March Is Irish Writers’ Appreciation Month!

Saint Patrick’s Day, a major annual celebration which takes place on March 17, is an event which promotes Irish culture, Irish art, Irish crafts and, of course, Irish writers.

Through their passionate, romantic, innovative, daring and sometimes even funny works, many of the authors who inspired and developed my love of books and writing in general, were in fact Irish. I bet most of you readers out there have encountered one or two of these books, and if you don’t like to read so much, most of them have inspired a number of movies/series as well.

Here is a list of seven of my top favourite books by Irish writers (and geniuses).

  1. The Picture of Dorian Gray – Oscar Wilde (1854 – 1900)

My Masters Degree thesis focused on Oscar Wilde, so I just adore his works, but this one has a special place in my heart. Its mere preface is a manifesto of the writers’ daring and open view of the world. The book itself is a masterpiece, not just of decadence, but of psychological evolution and the quest for understanding.

  1. Dracula – Bram Stoker (1847 – 1912)

Everyone knows the story, which spurred on hundreds if not thousands of spin-offs. No one seems to know that the writer was Irish!!!

  1. The Wasteland –T. S Eliot (1888 – 1965)

This is one of the few books which I have read so many times that all the pages have literally fallen out. I’m not joking. The metaphorical ideology and the premise of how and why Christianity sifted and turned Irish pagan worship and faerie tales to its own stolen doctrine is staggering. The way Eliot uses the language is beautiful and melodic, his poetry hypnotic in its intensity. There are so many layers to this work, reading it again and again is necessary – reading it once is simply not enough.

  1. Ulysses – James Joyce (1882 – 1941)

Stream of Consciousness, which is a narrative mode which depicts feelings and thoughts exactly as they are felt in succession, is a very dynamic and realistic form of writing. Through an interior monologue, the narrator/s depicts not just his life, but his every thought process and psychological involvement. Ulysses, being a day in the life of Harold Bloom, is a simple book – and yet a very complex one.

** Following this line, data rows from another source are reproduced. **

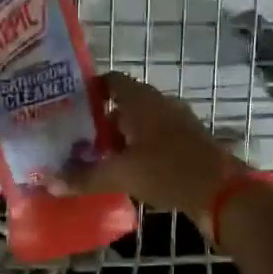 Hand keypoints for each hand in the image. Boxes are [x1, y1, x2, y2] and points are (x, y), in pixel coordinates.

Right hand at [59, 72, 242, 229]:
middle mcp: (161, 105)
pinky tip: (127, 173)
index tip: (68, 107)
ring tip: (96, 159)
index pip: (111, 81)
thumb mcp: (122, 174)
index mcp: (142, 100)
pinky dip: (139, 151)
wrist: (223, 193)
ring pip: (141, 124)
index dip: (89, 90)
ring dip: (120, 139)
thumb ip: (85, 177)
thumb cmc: (168, 171)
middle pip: (125, 104)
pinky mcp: (189, 144)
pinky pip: (156, 140)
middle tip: (75, 139)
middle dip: (101, 121)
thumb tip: (49, 183)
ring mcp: (178, 124) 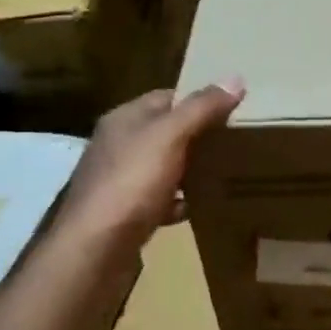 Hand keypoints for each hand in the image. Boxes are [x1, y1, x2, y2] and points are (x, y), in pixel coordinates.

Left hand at [55, 79, 245, 242]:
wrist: (94, 251)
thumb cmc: (131, 183)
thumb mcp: (170, 137)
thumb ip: (202, 108)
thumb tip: (236, 78)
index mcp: (124, 120)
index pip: (166, 97)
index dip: (198, 100)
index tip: (231, 108)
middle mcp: (116, 146)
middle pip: (164, 131)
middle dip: (196, 135)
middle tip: (233, 140)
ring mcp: (118, 181)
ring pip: (161, 166)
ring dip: (187, 169)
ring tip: (221, 171)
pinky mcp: (122, 214)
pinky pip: (157, 200)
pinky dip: (176, 202)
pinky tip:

  1. The Celtic Twilight – William Butler Yeats (1865 – 1939)

The Irish Poet par excellence. Through his poetry Yeats tried to transmit his love for his country and the beauty of everyday passions, while at the same time furthering his Nationalist ideals and being a driving force behind the so-called Gaelic Revival movement.

  1. The Lion, the Witch, and the Wardrobe series – C. S Lewis (1898 – 1963)

The Narnia books were a very important part of my childhood. Lewis charms young and adult alike with his wonderful tales which portray fantastical characters, while depicting metaphors of Christianity and echoes of realism.

  1. Gulliver’s Travels – Jonathan Swift

Political satire and social hatred couched in the guise of a children’s tale – could anything be more poignant? Everyone knows the tale of Gulliver’s Travels … or do they? If all you’ve watched is the movie, whichever version or year it came out in, then you haven’t experienced the best part of these travels. While the movies always portray the first and most light-hearted part of the novel, that is the voyage to Lilliput and Brobdingnag (the land of the giants), they fail to describe the more serious part of the book, which actually deals with social satire and criticism. A real must read!